In PHP you just need to add to your HTML page a few lines of PHP code and copy it using scp to any share server hosting that costs 4 dollars a year.

No "automation", no "cloud", no REST APIs, no WSGI/Gunicorn, etc. just plain Apache with mod_php enabled, which is available everywhere. I don't think anything can beat PHP productivity for such simple usecases.




Aren't there a zillion online services that provides that product out of the box, most likely for free, only requiring a browser and some monkey clicks around? -> No PHP, HTML or web server.


By that logic, nobody needs to write any thing because there's always some "online service" to "do stuff".


I think the logic is that those served by PHP are better served by platforms. Those with advanced needs are going to use a different language.

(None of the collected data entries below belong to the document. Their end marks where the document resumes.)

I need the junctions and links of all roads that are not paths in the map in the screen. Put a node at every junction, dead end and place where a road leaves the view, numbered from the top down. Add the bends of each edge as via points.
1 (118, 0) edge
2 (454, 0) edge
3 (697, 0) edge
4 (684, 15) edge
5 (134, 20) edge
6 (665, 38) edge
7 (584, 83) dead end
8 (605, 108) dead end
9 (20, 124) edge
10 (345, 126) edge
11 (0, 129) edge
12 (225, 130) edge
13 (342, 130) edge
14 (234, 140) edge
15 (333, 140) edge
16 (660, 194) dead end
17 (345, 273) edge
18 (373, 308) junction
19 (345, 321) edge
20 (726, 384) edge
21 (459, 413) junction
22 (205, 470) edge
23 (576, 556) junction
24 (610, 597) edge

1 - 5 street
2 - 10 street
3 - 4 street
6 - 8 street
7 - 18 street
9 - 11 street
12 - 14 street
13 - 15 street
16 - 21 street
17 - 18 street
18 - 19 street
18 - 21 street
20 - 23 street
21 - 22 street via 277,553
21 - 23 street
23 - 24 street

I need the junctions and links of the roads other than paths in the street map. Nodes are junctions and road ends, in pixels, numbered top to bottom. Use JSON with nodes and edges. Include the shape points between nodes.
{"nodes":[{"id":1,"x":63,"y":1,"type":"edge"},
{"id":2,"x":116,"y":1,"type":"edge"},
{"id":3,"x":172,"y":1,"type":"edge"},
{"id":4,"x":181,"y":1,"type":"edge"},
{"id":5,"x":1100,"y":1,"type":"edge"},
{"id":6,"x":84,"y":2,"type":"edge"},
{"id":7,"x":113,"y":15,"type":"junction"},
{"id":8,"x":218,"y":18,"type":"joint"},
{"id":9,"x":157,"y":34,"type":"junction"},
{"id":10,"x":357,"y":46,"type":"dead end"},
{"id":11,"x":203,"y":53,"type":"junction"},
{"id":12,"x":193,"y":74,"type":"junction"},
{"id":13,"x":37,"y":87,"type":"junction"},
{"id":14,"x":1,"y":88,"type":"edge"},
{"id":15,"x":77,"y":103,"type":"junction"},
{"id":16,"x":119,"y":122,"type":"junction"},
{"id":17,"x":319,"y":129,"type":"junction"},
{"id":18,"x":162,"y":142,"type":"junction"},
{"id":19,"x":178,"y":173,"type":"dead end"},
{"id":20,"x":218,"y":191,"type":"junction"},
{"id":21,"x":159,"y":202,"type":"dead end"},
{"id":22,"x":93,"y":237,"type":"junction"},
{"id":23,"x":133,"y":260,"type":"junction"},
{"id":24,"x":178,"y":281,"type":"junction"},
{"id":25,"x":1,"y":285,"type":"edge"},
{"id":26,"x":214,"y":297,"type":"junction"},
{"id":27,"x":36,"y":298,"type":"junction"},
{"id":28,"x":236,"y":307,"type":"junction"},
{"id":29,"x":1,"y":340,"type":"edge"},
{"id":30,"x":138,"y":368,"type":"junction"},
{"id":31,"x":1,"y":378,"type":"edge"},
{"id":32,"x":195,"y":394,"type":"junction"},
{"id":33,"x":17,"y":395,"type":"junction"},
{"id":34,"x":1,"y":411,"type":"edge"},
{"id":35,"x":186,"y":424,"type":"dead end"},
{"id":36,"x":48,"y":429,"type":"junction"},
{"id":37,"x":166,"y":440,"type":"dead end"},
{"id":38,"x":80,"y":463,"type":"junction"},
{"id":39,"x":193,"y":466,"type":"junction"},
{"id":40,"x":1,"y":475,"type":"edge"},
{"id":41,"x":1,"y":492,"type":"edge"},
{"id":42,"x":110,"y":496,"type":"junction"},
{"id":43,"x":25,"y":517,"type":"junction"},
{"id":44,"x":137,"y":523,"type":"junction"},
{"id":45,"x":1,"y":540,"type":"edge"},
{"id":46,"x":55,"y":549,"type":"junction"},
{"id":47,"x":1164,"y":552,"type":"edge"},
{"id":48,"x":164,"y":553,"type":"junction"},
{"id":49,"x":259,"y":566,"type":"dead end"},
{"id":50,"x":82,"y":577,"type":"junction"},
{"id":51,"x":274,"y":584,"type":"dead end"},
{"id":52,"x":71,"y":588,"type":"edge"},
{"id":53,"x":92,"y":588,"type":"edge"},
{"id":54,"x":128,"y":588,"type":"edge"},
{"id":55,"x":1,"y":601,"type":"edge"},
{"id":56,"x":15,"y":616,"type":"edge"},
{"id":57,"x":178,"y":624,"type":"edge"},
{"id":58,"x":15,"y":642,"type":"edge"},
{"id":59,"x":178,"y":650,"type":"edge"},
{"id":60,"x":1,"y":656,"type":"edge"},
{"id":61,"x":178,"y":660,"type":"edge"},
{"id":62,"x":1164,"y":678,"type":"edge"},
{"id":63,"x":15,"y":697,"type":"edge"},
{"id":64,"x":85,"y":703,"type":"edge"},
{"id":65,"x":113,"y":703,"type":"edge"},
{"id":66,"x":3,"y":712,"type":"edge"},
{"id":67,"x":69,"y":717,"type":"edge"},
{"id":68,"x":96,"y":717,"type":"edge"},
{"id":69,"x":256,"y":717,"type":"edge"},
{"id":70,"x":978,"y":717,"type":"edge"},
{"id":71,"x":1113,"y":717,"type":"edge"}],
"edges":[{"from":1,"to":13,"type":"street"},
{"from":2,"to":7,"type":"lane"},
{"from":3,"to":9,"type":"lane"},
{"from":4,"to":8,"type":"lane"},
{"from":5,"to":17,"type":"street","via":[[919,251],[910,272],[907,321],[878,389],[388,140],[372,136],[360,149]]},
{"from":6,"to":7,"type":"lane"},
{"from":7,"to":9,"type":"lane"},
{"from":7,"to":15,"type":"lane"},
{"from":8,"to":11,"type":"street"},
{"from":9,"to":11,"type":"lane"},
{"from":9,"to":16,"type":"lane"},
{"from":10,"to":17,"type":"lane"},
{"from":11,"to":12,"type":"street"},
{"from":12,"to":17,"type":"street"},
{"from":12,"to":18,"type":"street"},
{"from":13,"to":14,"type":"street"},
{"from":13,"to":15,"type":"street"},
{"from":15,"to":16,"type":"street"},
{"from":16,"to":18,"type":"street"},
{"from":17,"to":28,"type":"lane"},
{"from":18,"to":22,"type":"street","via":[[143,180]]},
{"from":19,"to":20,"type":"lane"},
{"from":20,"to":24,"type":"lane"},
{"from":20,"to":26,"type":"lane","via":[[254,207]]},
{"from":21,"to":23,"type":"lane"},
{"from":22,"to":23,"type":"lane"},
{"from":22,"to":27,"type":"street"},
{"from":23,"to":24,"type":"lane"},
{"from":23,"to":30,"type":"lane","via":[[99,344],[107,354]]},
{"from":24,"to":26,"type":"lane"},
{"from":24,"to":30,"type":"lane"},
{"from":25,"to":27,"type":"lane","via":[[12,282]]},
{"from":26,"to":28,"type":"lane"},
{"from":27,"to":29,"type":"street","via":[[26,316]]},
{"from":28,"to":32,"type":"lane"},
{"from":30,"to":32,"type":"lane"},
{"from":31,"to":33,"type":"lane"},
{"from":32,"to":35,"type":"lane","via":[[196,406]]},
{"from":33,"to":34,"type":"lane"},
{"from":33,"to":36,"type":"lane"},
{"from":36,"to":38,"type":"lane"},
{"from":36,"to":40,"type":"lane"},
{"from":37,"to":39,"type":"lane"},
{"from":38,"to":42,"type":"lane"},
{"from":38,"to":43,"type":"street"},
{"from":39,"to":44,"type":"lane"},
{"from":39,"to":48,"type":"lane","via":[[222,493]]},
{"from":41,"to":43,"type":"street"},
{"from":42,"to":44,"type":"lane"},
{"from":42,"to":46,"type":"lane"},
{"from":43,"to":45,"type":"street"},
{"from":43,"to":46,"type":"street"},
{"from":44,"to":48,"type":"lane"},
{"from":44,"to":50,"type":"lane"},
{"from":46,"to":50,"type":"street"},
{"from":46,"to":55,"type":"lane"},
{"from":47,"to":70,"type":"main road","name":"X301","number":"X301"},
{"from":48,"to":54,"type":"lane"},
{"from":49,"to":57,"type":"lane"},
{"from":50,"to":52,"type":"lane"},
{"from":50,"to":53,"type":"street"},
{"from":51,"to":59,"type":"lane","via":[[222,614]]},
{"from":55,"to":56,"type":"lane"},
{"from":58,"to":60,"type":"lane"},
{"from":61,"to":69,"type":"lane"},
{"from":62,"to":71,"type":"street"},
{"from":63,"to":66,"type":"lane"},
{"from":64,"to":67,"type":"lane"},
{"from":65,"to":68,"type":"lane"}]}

PHP isn't being replaced so much by Python, Go, and Rust as it is being replaced by Medium, Wix, and Squarespace.


As someone who works with PHP reasonably often, I'd say you have a very limited view of what PHP is actually used for in 2020, if you think 3 hosted blog services will replace it.


The majority of PHP usages tend to be, frankly, unsophisticated Wordpress, WooCommerce, Magento, and Drupal sites that are hacked up to support e-commerce. These needs can now be met by a vast array of ecom and omnichannel platforms.

This is the direction things are trending.